As an increasing percentage of our population ages, Canadians are starting to think more about the role of hospice palliative care. Currently, more than 260,000 Canadians die each year, and by 2036, there will be an estimated 3.3 million Canadians older than 80 years of age.1 With these staggering statistics, it is our responsibility to ensure that all individuals have access to specialist hospice palliative care or a palliative approach to care in primary care, and that they die with dignity, free of pain, surrounded by their loved ones, and in the setting of their choice.
Although Canadians die in many settings, the availability of high quality end-of-life care in these situations varies widely. Currently, it is estimated that only 16-30% of Canadians have access to tertiary or specialist hospice palliative care.2 It is essential to understand the places in which Canadians are dying before we can improve hospice palliative care. These include:
Acute Care: Most Canadians are dying in acute care hospital settings3, many of which have limited hospice palliative care staff and resources. Too many people are spending their last months or weeks of life in emergency departments, which is an indicator of poor quality end-of-life care.4
Long Term Care (LTC): Although some LTC facilities, also referred to as nursing homes, are moving forward with hospice palliative care training for staff, many LTC patients also end up visiting the emergency room in the last weeks of life. Almost 50% of residents in LTC homes are dying in the facility each year, but there is still no formal palliative care for most of them, because this is not currently mandatory under Ontario’s Long-Term Homes Care Act.
At Home: Most Canadians would prefer to die at home, near their loved ones, but there is a lack of funding for home care programs and for trained volunteers and family caregivers.
Residential Hospice: Many Canadians see a residential hospice as an ideal setting, as the environment is similar to a home and the dedicated staff are well trained in end-of-life care. Many of these residential hospices offer bereavement counselling and respite care for families in need. Canadians living in remote and rural areas, and those living with disabilities, have severely limited access to formal residential hospices. Currently there are fewer than 75 residential hospices across Canada.

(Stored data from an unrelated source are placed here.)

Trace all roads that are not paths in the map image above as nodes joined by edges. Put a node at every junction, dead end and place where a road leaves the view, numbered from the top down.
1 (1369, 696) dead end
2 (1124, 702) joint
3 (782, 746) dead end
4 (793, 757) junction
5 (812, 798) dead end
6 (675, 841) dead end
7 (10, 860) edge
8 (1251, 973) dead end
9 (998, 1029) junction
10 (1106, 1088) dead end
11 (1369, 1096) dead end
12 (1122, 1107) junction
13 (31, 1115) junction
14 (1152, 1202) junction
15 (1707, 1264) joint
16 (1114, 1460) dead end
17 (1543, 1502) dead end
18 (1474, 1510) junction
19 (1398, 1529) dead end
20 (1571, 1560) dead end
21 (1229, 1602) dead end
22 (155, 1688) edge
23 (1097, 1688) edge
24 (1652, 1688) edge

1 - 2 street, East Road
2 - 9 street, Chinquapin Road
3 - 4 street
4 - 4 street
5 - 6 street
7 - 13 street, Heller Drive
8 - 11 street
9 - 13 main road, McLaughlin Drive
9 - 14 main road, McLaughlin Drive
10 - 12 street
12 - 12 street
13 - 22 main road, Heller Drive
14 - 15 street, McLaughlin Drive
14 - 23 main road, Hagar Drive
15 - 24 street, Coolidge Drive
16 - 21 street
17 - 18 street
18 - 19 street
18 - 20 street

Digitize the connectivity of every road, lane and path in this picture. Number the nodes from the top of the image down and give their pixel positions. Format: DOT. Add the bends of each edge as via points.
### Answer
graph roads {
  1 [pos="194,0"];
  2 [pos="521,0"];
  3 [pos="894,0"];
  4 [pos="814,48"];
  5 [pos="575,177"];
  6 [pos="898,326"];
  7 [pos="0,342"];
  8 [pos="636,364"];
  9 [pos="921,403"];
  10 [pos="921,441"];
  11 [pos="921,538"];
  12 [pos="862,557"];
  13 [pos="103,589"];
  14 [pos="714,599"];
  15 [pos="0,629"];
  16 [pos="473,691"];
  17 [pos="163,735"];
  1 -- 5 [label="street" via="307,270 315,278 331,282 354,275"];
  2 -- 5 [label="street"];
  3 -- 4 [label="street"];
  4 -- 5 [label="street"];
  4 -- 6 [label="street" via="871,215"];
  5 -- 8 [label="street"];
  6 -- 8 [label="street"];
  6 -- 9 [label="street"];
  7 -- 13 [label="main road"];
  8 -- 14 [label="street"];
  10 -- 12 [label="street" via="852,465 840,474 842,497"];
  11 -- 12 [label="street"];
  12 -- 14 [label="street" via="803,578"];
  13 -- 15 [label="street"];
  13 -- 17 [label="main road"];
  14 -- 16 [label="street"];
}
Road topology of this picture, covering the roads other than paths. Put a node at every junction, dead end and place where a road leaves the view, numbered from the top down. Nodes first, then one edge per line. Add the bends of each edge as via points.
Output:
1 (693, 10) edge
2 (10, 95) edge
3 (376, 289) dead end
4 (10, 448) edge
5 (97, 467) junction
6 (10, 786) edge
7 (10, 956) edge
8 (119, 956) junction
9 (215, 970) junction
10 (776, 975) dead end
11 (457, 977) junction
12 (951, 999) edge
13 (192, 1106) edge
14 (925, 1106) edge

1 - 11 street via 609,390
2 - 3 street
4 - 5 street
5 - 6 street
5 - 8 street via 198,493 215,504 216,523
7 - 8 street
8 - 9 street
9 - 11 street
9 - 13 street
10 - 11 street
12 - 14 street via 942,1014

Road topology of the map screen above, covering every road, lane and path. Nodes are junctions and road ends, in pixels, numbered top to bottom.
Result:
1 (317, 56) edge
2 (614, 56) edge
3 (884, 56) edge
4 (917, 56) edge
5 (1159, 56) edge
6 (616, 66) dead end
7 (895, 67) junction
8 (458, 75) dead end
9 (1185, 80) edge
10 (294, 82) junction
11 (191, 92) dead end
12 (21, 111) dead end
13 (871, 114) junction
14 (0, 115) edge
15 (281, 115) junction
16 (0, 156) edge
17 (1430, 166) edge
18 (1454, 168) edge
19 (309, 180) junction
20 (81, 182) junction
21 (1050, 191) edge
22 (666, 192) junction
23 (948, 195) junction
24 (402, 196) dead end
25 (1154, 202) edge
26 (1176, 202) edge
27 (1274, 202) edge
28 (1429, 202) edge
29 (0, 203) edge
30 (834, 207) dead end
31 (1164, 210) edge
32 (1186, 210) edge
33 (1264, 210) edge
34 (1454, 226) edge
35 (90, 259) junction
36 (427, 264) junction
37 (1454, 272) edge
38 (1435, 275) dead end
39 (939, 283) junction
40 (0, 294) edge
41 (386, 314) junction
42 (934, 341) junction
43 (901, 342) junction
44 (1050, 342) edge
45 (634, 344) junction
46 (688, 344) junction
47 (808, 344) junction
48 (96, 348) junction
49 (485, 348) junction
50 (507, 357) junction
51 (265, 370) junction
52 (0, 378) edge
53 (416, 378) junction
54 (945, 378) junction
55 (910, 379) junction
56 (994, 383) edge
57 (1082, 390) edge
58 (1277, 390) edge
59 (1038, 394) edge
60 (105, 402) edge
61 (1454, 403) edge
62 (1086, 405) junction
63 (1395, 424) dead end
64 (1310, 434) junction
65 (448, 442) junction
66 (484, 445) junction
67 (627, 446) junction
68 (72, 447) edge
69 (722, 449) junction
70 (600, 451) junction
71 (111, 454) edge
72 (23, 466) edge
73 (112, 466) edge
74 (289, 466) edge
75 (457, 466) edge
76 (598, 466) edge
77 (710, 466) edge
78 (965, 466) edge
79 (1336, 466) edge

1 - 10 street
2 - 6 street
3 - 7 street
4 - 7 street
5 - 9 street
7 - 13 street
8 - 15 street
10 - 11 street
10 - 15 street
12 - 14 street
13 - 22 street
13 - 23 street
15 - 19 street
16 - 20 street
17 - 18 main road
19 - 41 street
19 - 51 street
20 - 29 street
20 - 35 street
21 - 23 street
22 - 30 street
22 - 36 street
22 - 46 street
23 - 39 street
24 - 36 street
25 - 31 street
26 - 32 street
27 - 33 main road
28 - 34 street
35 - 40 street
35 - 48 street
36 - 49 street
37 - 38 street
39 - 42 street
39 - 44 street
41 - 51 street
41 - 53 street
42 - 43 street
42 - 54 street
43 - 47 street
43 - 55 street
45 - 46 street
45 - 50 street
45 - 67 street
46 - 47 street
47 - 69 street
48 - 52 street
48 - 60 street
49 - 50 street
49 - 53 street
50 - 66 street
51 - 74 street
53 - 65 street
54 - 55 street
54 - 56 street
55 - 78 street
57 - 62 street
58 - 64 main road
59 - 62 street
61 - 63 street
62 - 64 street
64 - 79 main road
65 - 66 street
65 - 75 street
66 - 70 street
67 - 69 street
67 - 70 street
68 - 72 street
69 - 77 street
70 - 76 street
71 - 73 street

In Shelters/On the Street: While most Canadians will die in one of the above settings of care, there is a marginalized homeless population who die in shelters or on the streets, with little care. There are a small number of hospice programs for the homeless in Canada. These are units located in shelters that allow people to die in an environment where they feel at home. Shelter staff receive extensive training and provide round-the-clock care, supported by medical and nursing students who serve internships at the hospice.
Current end-of-life care research increasingly suggests that Canadians prefer to die at home or in their home communities (e.g., in local LTC facilities or hospices) instead of in a hospital setting.5 People near end-of-life should receive the care and support they need wherever they are in Canada and no matter their income. If they do need hospital care at some point, their transitions should be seamless. Through the development of a community-integrated model of hospice palliative care, we can work together to create caring communities that support people and their families to live well until the end of life.
The Canadian Hospice Palliative Care Association, under the guidance of the Quality End-of-life Care Coalition of Canada (QELCCC) has started work on the development of a framework for community-integrated hospice palliative care models. To learn more about this initiative or to get involved, please visit www.hpcintegration.ca.
Research also demonstrates that advance care planning (ACP) is associated with better quality of life for patients/families, increased satisfaction, and less stress at the end of life. Investing in ACP may be one of the most important things we can do to improve patient/family outcomes. About six in ten Canadians believe that it’s extremely important to talk to someone about their end-of-life care preferences – but a Harris/Decima poll indicates that only 45% have done so.6 Earlier research indicates that patients who have end-of-life conversations are much more likely to be satisfied with their care, will require fewer aggressive interventions at the end of life and place less of a strain on caregivers.7,8 Advance Care Planning in Canada, an initiative facilitated by the Canadian Hospice Palliative Care Association, acts as a knowledge user/broker in ACP. ACP in Canada, in partnership with health care providers, has created tools to facilitate their engaging with clients in ACP. To learn more about the project and to start the conversation about advance care planning please visit www.advancecareplanning.ca.
Editor’s Note: At the Gastrointestinal Society and the Canadian Society of Intestinal Research, we want to be certain that aging individuals and/or those with terminal illness who have gastrointestinal conditions are receiving appropriate care and we applaud the work of the Canadian Hospice Palliative Care Association in working toward improving palliative care models in Canada.